Le maintien du régime de la dissociation des gardes a été principalement justifié par l’absence de transposition par la France de la directive 85/374/CEE du Conseil européen, du 25 juillet 1985, relative au rapprochement des dispositions des Etats membres en matière de responsabilité du fait des produits défectueux. Or, la loi de transposition française n° 98-389, du 19 mai 1998, relative à la responsabilité du fait des produits défectueux a suscité de nombreuses interrogations sur la coexistence d’un régime de garde de la structure visant principalement le producteur avec un régime de responsabilité du fait des produits défectueux. De manière assez prévisible, la Cour de justice de l’Union européenne fût saisie d’une question préjudicielle sur l’application de cette directive. Les paragraphes 22 et 23 de la décision de la Cour de justice   du 25 avril 2002 reviennent notamment sur la compatibilité d’un régime national de responsabilité du producteur avec la directive du 25 juillet 1985: « La référence, à l’article 13 de la directive, aux droits dont la victime d’un dommage peut se prévaloir au titre de la responsabilité contractuelle ou extracontractuelle doit être interprétée en ce sens que le régime mis en place par ladite directive, lequel, aux termes de son article 4, permet à la victime de demander réparation dès lors qu’elle rapporte la preuve du dommage, du défaut du produit et du lien de causalité entre ce défaut et le dommage, n’exclut pas l’application d’autres régimes de responsabilité contractuelle ou extracontractuelle reposant sur des fondements différents, tels que la garantie des vices cachés ou la faute (point 22). De même, la référence, audit article 13, aux droits dont la victime d’un dommage peut se prévaloir au titre d’un régime spécial de responsabilité existant au moment de la notification de la directive doit être entendue, ainsi qu’il ressort du treizième considérant, troisième membre de phrase, de celle-ci, comme visant un régime propre, limité à un secteur déterminé de production (point 23) » (CJCE, 25 avr. 2002, n°C-183/00 et  n°C-52/00; D. 2002, p. 2462, note C. Larroumet).

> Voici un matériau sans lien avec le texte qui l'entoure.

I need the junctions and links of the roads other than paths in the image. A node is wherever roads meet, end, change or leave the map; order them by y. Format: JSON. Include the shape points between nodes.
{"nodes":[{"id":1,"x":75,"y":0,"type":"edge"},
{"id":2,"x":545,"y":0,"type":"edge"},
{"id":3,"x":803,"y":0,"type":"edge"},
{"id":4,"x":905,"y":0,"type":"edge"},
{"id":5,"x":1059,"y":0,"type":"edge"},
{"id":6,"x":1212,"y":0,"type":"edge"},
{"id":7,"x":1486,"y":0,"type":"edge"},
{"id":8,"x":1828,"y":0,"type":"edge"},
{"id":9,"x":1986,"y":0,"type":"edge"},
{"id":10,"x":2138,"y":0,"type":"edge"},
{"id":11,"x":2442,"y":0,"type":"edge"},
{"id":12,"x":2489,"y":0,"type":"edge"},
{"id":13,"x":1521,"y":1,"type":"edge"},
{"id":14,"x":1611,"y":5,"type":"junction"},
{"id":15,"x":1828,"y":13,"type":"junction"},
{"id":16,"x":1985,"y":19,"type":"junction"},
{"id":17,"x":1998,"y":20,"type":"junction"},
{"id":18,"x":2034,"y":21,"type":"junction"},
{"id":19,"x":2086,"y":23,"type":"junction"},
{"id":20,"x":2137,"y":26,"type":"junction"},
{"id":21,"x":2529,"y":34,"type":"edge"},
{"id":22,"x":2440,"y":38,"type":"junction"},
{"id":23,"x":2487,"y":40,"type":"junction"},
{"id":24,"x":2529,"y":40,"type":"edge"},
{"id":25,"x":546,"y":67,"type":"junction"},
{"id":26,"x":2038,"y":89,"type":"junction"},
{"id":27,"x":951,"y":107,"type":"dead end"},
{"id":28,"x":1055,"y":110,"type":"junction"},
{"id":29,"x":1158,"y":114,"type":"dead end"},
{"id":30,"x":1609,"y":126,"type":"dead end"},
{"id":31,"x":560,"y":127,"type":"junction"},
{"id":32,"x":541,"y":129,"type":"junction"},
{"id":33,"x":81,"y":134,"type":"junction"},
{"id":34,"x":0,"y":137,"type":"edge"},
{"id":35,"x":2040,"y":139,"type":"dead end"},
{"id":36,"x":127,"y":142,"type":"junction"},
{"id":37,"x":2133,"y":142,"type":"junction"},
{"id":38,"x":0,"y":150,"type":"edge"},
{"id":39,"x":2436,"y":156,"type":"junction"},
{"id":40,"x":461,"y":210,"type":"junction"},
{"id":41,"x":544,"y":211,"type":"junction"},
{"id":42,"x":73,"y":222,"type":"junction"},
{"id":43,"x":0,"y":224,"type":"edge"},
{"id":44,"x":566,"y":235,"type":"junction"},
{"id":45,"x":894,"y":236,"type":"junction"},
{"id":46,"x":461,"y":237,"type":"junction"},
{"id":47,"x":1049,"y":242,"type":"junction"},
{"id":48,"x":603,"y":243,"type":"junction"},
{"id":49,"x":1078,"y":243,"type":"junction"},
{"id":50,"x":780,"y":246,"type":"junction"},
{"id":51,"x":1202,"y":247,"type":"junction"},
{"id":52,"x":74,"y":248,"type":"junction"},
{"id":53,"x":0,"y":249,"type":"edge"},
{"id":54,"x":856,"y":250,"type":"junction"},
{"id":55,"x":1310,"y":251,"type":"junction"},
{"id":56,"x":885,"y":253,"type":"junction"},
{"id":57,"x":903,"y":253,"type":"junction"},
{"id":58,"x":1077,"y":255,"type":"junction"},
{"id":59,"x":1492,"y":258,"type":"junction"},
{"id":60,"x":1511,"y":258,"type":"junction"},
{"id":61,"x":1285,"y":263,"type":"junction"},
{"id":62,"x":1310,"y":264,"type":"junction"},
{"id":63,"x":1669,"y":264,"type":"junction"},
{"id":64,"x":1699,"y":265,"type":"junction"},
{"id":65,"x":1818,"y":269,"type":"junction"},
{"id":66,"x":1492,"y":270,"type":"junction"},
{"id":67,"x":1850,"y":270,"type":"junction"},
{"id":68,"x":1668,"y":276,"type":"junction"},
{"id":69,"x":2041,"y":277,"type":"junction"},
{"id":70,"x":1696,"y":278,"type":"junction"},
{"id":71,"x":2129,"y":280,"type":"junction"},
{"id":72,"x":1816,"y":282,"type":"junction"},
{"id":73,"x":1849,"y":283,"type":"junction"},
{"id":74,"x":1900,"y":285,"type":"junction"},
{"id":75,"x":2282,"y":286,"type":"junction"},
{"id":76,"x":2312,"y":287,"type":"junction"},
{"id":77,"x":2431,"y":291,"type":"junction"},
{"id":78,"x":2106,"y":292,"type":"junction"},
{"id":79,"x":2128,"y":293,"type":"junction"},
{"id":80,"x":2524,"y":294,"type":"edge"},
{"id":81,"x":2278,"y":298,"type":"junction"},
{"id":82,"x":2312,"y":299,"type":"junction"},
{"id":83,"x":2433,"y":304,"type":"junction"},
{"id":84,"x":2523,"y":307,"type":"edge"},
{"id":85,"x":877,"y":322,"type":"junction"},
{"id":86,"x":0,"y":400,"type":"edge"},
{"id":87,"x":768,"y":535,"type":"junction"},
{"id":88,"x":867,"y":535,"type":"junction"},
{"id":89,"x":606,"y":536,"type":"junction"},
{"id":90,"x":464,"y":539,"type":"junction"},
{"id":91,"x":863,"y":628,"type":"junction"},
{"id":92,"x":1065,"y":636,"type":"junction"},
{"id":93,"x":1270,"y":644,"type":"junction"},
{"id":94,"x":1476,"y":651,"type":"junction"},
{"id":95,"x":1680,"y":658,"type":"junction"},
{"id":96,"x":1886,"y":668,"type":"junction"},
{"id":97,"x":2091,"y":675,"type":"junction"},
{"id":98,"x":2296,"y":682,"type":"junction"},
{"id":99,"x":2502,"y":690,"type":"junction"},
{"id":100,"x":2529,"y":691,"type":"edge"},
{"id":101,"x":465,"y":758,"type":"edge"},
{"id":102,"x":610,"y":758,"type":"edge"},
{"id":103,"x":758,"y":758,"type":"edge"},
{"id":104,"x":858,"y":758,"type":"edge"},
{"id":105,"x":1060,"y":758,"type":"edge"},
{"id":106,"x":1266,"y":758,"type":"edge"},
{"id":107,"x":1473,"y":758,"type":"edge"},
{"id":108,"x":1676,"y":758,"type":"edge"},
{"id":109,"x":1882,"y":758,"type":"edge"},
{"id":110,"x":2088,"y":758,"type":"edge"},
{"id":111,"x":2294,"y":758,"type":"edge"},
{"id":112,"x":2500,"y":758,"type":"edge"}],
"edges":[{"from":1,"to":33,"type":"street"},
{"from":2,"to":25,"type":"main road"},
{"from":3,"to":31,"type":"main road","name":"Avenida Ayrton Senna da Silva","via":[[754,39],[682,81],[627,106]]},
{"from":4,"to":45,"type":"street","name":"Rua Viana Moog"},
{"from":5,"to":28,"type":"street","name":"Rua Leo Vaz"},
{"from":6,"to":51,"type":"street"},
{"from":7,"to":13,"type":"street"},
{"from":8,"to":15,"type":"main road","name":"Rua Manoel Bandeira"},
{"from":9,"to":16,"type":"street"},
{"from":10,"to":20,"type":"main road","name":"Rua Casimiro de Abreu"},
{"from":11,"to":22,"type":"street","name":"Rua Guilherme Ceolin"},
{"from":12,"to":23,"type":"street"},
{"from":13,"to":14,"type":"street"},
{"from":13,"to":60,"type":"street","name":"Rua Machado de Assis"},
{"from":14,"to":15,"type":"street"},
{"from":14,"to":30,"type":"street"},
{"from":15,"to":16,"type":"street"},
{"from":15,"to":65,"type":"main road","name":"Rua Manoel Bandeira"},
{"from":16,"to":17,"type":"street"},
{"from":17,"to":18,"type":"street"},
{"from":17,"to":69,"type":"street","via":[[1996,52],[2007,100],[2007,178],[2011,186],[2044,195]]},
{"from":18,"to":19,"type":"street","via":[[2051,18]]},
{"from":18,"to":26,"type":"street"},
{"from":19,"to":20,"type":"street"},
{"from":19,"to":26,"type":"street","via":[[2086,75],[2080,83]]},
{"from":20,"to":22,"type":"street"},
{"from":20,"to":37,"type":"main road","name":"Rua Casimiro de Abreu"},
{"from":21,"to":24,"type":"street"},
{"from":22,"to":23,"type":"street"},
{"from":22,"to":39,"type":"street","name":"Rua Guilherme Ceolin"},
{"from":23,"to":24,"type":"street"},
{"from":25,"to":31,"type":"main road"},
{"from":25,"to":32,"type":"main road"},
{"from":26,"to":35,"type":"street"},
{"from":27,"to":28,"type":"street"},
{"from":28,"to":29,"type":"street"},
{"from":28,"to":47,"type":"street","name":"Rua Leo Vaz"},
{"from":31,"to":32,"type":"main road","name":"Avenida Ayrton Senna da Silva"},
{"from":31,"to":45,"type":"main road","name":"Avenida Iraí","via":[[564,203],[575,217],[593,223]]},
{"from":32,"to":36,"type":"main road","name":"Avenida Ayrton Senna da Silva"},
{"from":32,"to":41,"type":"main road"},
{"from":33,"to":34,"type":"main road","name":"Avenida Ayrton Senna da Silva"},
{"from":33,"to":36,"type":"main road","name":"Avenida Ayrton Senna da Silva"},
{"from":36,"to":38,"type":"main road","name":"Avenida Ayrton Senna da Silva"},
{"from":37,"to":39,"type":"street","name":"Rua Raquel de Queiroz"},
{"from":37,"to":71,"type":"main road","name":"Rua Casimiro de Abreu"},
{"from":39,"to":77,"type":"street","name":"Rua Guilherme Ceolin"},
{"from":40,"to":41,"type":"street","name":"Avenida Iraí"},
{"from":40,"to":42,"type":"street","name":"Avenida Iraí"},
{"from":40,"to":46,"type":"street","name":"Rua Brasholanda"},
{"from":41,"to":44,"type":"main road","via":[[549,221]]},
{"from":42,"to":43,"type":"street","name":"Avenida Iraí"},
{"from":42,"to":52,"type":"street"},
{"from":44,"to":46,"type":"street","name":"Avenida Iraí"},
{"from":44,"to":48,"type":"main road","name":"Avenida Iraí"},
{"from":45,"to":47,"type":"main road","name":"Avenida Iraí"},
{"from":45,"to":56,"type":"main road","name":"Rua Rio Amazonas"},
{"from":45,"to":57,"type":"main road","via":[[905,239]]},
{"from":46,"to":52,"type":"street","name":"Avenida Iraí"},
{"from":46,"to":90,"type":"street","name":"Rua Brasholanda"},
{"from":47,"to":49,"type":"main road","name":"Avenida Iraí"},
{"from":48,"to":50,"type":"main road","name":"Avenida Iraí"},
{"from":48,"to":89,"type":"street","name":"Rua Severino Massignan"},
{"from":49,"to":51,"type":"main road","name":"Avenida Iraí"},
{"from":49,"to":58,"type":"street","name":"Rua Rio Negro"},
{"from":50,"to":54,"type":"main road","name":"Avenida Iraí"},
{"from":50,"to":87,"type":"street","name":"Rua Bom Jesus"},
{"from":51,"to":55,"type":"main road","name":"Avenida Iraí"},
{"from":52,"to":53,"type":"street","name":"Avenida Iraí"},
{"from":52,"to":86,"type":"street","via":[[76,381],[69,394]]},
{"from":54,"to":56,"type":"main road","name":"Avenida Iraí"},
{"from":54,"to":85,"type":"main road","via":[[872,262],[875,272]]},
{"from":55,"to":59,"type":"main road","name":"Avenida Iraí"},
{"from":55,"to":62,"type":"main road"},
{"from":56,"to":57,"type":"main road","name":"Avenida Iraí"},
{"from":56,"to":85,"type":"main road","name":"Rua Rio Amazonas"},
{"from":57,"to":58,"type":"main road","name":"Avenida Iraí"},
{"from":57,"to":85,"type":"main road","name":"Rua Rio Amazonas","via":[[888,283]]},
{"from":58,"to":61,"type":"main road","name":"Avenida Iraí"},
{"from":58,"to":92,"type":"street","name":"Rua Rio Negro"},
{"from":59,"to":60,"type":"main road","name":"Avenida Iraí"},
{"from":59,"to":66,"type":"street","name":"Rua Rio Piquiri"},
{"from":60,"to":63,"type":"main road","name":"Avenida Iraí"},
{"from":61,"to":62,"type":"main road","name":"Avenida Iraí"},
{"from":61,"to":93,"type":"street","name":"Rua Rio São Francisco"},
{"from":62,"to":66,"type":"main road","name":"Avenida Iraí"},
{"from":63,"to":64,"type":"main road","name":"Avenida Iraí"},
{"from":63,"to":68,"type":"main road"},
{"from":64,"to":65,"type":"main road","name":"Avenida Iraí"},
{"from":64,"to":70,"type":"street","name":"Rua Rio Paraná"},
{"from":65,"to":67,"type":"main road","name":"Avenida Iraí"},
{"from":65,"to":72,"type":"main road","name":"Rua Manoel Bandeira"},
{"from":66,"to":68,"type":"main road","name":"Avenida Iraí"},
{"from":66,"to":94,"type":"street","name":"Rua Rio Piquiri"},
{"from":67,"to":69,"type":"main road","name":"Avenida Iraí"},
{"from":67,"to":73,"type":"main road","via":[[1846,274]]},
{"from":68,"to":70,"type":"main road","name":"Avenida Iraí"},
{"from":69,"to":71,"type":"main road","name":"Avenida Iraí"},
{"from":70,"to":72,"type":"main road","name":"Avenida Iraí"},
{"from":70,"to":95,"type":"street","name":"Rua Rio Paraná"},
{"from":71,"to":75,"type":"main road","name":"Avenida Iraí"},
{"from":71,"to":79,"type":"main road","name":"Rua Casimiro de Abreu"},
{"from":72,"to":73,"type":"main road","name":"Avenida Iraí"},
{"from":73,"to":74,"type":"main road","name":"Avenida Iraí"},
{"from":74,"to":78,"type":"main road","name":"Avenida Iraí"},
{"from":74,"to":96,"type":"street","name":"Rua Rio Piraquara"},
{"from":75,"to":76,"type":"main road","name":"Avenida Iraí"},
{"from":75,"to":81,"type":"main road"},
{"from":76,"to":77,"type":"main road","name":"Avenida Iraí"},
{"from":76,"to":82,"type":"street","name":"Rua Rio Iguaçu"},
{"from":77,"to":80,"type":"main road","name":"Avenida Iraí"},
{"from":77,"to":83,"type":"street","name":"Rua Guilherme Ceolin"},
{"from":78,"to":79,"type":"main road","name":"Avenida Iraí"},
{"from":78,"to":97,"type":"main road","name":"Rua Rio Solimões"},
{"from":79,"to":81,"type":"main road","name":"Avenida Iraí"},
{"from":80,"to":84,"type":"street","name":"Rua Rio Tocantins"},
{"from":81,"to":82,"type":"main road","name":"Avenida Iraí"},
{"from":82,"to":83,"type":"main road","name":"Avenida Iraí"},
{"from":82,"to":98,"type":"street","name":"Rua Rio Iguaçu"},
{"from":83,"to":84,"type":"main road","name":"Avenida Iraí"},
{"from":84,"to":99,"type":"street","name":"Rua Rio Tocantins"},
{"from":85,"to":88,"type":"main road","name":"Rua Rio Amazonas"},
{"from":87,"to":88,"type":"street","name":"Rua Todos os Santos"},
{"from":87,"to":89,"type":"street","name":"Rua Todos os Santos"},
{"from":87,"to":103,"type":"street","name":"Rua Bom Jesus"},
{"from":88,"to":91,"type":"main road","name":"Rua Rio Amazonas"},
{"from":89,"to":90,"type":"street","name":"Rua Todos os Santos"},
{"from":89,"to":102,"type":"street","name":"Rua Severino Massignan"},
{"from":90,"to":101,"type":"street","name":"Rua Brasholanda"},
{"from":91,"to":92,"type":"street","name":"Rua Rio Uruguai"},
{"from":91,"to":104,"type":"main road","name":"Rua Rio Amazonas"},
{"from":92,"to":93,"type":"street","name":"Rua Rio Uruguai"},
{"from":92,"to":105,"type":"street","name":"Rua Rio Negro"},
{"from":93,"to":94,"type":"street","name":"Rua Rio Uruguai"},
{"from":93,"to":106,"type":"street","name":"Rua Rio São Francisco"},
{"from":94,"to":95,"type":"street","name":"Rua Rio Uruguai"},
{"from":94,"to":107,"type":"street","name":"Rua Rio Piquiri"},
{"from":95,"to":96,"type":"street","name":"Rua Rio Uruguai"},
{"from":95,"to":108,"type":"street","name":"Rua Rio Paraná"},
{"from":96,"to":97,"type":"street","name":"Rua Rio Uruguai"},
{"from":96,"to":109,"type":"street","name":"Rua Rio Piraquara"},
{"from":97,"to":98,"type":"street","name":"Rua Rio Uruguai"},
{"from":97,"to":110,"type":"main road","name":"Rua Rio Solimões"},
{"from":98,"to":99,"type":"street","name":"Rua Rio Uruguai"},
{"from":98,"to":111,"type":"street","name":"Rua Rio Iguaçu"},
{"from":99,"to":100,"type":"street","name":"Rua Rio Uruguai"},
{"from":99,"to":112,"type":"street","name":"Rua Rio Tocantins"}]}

Le paragraphe 22 condamne tout espoir en ce qui concerne une éventuelle compatibilité d’un régime de responsabilité du producteur différent du régime institué par la loi de transposition sur la responsabilité du fait des produits défectueux. Pour qu’il en aille autrement, il faudrait que la garde de la structure d’une chose inanimée et dangereuse par le producteur puisse se reposer sur le fondement de la faute. Comme l’observe pertinemment Monsieur le Professeur Borghetti (J.-S. Borghetti, note ss. Cass. 1re civ., 11 juil. 2018, D. 2018, p. 1840), on peut aussi bien entendre, à travers le terme « fondement », le fondement juridique et le fondement matériel. Dans ce dernier cas, cela signifierait que le défaut d’un produit entraînerait l’application exclusive de la responsabilité du fait des produits défectueux.

Le paragraphe 23 est, quant à lui, plus optimiste quant au maintien de la dissociation des gardes. Au moment où la directive est transposée en droit interne, il est possible de considérer le régime de la garde de la structure comme un régime spécial « limité à un secteur déterminé de production« . Le problème (qui n’est cependant pas irrémédiable) est que la jurisprudence a appliqué la théorie de la garde de la structure à une variété de produits. Le présent arrêt du 31 mars 2022 pourrait alors avoir un intérêt en limitant la garde de la structure au seul cas du véhicule terrestre à moteur.